Task details: Whenever the string "view" appears in a line of the listing below, that line counts. Say how many lines count, and give nothing else.

Provided data:
◆ ◆ ◆ ◆
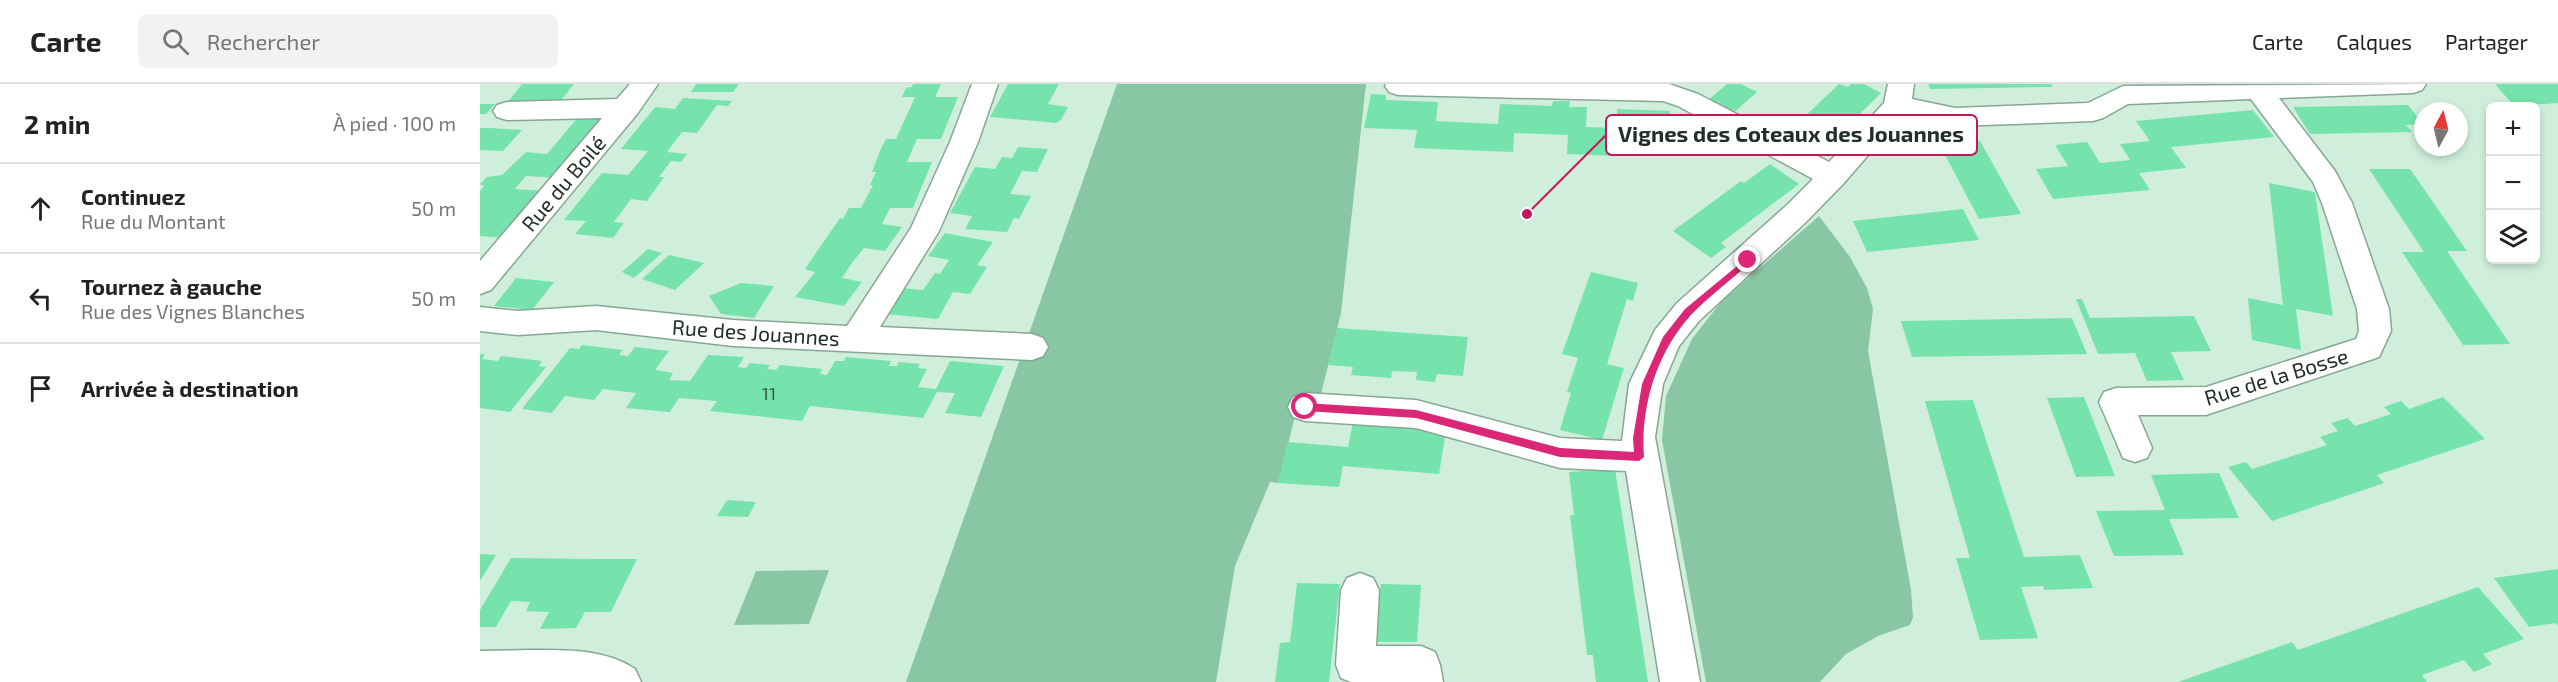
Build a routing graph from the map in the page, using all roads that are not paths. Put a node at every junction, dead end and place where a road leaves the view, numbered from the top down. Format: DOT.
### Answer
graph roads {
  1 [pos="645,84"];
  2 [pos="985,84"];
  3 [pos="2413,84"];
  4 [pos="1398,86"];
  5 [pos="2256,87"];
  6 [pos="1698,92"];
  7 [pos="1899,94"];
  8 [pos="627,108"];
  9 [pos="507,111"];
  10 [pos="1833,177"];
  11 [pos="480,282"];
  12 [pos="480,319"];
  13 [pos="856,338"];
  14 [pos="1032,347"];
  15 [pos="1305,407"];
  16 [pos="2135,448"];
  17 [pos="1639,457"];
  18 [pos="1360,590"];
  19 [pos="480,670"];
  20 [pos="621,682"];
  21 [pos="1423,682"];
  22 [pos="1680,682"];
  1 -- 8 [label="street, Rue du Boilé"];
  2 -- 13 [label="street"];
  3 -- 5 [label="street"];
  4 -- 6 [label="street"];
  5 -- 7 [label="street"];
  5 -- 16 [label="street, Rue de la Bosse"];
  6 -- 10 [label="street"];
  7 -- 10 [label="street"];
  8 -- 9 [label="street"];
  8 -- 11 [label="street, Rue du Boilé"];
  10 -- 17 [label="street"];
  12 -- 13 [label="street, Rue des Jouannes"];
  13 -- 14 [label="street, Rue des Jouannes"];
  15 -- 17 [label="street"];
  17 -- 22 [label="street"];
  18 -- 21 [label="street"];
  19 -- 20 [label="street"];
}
◆ ◆ ◆ ◆
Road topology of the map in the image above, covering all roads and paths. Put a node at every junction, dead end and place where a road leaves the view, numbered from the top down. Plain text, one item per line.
◆ ◆ ◆ ◆
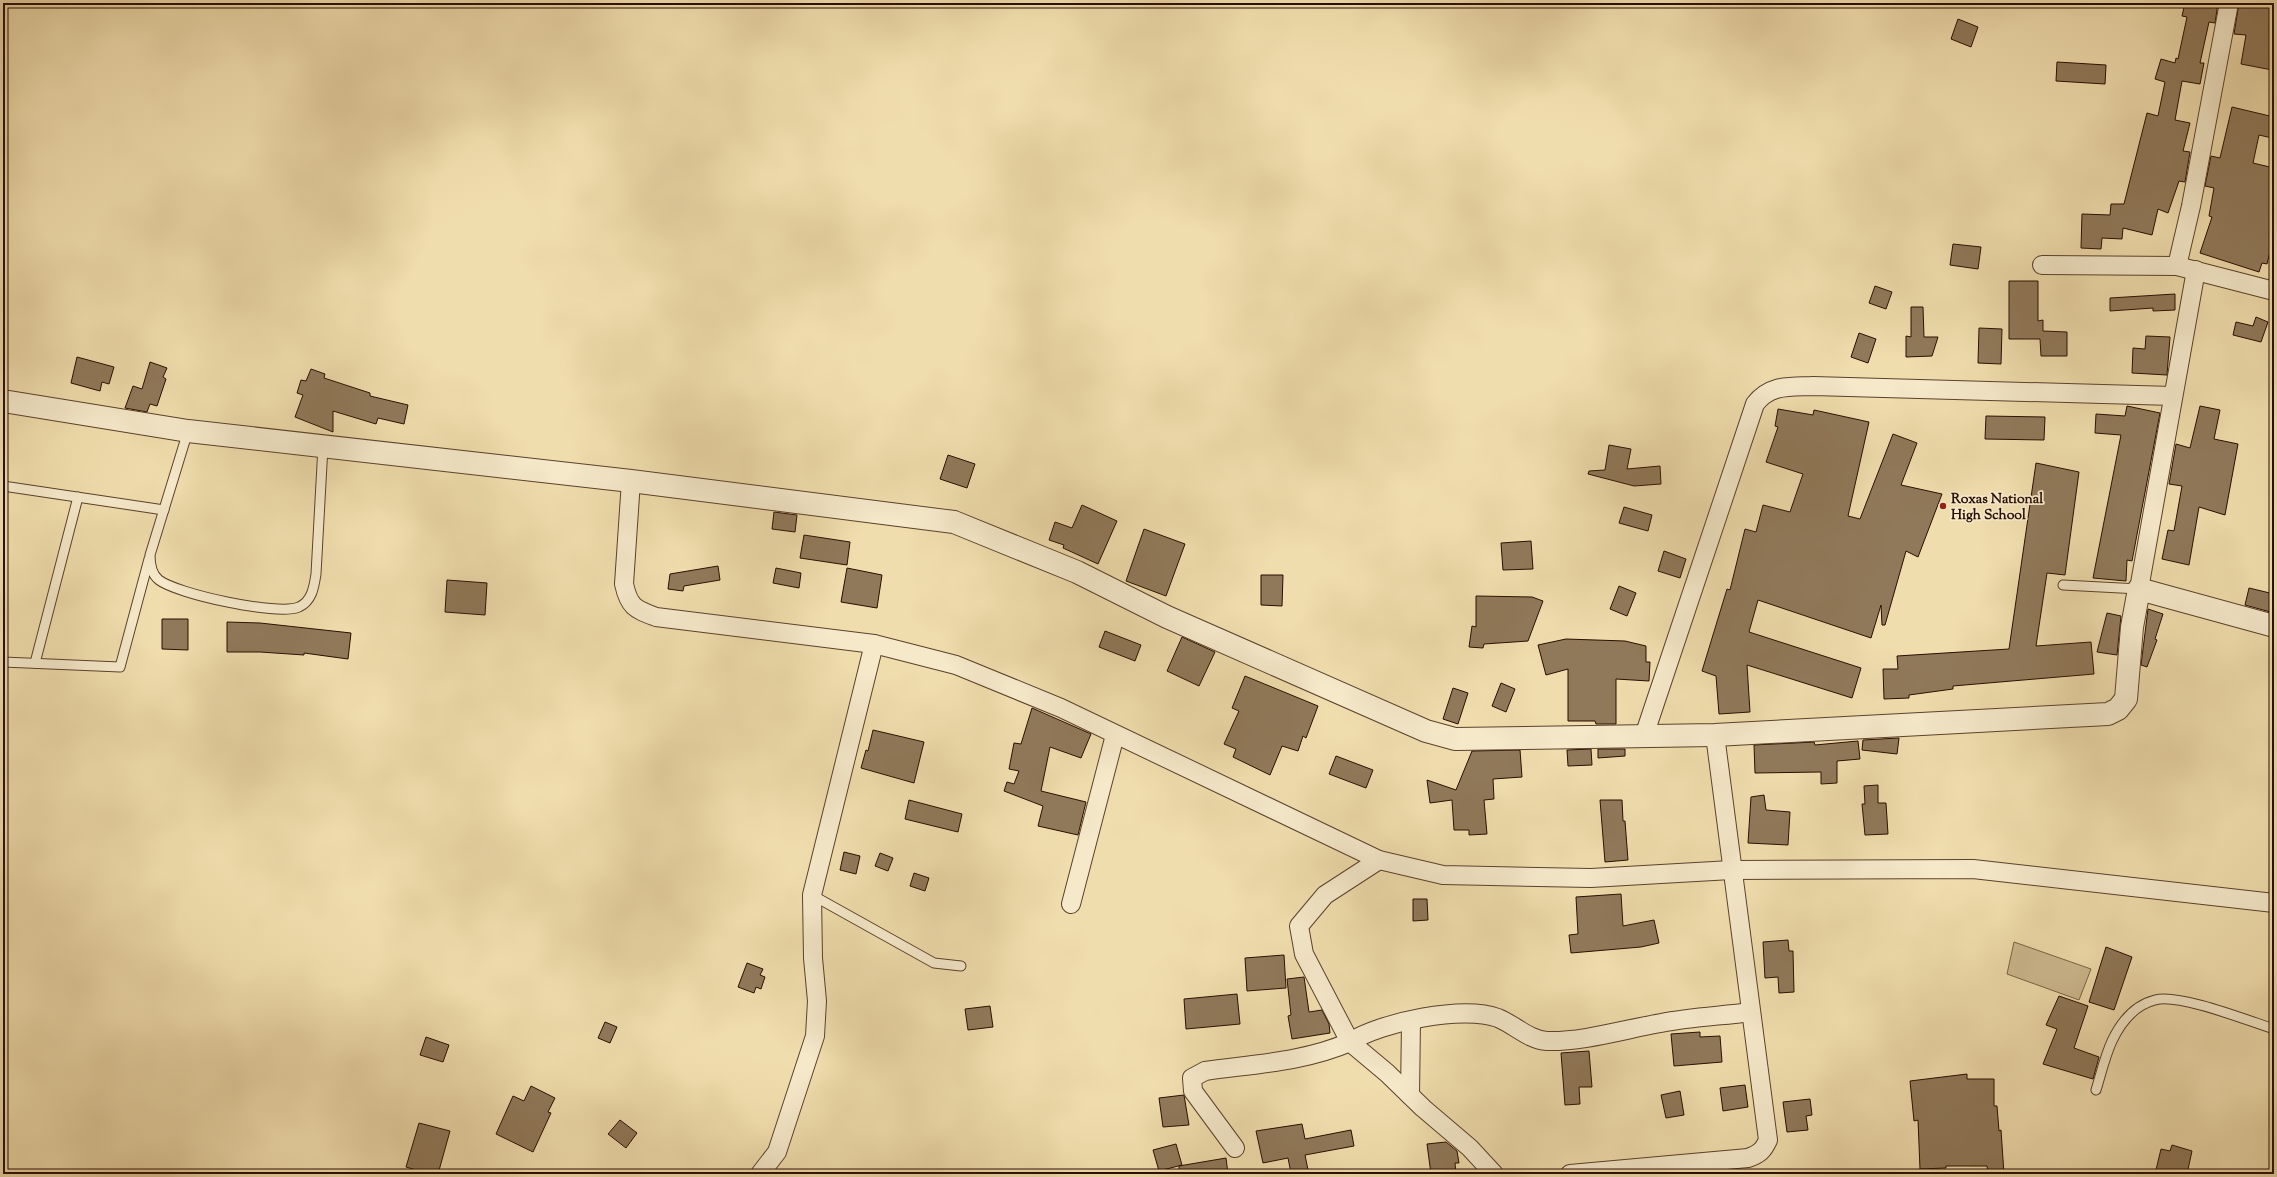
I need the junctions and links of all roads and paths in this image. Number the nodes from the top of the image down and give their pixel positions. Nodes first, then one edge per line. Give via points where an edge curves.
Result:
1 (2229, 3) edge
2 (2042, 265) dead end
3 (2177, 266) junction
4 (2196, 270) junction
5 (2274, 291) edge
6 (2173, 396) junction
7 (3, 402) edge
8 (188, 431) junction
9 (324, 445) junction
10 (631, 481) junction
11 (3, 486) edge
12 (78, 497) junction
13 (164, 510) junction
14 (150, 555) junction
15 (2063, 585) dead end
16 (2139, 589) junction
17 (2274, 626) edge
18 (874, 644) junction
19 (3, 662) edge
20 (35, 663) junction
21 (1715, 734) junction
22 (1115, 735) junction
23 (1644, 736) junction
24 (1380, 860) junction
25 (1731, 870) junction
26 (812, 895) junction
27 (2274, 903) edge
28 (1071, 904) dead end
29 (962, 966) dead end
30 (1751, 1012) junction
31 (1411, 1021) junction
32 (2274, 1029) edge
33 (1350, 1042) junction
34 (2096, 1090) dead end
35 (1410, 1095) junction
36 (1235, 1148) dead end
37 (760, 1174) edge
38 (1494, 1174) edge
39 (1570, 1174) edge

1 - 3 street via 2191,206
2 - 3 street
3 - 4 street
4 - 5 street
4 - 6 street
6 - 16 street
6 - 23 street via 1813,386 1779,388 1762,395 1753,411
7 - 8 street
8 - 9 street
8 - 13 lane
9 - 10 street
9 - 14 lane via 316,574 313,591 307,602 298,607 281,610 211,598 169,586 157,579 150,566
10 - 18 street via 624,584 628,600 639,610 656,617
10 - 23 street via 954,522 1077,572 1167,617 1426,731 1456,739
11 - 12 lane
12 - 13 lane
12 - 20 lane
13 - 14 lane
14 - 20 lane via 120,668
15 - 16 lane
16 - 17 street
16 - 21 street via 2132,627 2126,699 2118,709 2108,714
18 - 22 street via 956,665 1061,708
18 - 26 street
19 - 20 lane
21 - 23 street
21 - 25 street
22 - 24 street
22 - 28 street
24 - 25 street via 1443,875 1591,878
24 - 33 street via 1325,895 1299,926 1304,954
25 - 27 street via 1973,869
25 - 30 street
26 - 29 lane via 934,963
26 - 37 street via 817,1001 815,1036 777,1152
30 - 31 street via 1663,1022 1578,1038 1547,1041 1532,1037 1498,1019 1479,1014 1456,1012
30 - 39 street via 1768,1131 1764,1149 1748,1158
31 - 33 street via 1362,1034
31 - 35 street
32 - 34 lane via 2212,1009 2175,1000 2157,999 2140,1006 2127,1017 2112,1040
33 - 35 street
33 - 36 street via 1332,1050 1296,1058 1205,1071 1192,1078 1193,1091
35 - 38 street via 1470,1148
◆ ◆ ◆ ◆
Response below: 2